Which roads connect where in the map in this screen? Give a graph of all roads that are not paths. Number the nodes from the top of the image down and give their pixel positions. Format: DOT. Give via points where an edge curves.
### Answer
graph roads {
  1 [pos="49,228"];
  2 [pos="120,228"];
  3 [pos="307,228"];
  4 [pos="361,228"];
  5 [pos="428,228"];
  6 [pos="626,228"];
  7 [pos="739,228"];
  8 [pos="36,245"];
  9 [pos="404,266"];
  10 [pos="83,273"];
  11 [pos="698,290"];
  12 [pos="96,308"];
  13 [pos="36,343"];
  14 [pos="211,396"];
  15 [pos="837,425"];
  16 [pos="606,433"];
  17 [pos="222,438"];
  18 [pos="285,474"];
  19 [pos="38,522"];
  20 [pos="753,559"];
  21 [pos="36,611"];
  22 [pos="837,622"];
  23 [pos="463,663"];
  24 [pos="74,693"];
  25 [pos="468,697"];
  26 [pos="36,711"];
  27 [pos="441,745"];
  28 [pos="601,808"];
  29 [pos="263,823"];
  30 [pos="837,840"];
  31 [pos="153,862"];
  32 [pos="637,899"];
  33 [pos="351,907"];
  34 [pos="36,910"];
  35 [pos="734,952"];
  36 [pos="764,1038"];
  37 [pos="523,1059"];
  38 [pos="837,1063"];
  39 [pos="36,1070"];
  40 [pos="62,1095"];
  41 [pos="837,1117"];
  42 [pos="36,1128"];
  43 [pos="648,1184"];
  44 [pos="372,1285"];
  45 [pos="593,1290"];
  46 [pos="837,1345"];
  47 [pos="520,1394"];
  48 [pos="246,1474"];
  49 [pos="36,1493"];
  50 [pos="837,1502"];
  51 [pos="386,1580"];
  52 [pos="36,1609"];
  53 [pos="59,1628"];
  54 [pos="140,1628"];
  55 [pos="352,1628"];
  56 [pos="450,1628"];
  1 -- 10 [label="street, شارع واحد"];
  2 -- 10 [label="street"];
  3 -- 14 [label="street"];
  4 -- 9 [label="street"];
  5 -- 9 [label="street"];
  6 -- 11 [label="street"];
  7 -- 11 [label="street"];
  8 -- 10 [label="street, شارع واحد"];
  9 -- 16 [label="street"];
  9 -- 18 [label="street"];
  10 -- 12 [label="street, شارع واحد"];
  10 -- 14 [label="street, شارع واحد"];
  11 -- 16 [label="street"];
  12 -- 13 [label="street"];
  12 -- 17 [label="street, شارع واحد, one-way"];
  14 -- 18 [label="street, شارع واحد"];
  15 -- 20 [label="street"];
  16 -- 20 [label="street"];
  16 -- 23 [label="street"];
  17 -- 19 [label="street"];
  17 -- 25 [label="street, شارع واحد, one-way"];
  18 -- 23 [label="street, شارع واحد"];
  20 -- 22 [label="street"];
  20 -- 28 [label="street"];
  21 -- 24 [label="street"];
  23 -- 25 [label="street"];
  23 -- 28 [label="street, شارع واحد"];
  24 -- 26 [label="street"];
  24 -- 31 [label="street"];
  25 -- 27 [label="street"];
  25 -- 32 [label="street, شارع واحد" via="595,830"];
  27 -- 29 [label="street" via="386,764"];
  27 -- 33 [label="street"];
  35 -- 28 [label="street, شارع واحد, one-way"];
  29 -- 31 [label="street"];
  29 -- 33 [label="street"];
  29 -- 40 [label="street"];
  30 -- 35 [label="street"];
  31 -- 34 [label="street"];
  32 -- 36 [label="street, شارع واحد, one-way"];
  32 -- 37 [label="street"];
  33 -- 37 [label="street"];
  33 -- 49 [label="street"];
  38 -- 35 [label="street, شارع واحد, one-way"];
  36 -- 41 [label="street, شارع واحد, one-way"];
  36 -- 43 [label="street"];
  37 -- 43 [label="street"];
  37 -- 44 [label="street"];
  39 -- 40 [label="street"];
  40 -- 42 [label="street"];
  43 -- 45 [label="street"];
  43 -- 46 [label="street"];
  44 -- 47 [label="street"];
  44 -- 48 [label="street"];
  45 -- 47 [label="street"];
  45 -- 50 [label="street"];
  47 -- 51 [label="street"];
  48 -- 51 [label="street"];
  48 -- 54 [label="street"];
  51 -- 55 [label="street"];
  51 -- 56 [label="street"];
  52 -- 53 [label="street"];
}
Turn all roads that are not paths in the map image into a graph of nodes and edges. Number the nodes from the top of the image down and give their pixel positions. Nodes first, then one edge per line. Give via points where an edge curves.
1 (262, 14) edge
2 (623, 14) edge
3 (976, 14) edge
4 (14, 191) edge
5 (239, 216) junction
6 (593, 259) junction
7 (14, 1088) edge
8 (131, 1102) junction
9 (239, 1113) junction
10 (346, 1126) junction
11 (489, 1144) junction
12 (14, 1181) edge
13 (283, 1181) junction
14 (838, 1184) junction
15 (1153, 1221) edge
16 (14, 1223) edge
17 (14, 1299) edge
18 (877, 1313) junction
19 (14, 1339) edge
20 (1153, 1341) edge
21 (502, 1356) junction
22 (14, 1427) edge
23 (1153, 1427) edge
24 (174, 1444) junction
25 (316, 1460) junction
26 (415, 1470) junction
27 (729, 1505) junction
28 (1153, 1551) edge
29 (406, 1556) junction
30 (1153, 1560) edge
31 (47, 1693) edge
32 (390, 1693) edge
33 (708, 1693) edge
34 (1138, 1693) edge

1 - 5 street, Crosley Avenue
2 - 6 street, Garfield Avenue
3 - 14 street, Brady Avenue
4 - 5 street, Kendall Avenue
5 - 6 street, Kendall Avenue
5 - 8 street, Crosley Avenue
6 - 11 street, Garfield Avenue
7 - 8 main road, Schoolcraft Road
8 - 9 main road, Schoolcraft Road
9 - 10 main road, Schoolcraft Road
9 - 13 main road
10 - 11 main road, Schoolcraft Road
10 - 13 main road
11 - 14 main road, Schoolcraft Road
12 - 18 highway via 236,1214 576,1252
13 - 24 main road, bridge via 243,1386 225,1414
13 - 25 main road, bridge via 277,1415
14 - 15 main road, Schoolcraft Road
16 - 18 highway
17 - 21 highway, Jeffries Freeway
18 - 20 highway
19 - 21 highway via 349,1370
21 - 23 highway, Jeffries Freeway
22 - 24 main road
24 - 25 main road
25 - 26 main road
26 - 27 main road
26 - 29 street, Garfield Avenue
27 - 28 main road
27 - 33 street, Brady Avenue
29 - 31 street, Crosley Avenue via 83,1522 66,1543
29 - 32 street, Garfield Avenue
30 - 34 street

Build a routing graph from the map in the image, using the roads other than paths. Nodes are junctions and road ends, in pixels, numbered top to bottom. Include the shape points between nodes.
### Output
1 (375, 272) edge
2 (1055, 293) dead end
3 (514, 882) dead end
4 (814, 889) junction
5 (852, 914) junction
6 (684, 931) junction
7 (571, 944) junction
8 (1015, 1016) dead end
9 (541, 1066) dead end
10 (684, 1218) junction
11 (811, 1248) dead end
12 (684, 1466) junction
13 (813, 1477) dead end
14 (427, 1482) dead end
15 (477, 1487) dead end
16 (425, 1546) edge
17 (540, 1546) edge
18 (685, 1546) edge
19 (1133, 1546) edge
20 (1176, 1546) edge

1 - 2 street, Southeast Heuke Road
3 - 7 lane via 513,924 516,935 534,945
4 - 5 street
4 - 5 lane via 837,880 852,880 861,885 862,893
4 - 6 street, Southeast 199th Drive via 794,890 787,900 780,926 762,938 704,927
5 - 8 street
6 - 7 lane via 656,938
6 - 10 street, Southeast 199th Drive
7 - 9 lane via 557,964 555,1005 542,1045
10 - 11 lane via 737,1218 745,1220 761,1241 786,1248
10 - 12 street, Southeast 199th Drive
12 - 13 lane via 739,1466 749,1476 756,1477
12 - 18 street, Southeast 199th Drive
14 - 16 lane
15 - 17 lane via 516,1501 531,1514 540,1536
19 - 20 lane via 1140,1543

**Problem to work on:**
From the data above, copy each line where the string "Crosley" appears.

**Completed task:**
1 - 5 street, Crosley Avenue
5 - 8 street, Crosley Avenue
29 - 31 street, Crosley Avenue via 83,1522 66,1543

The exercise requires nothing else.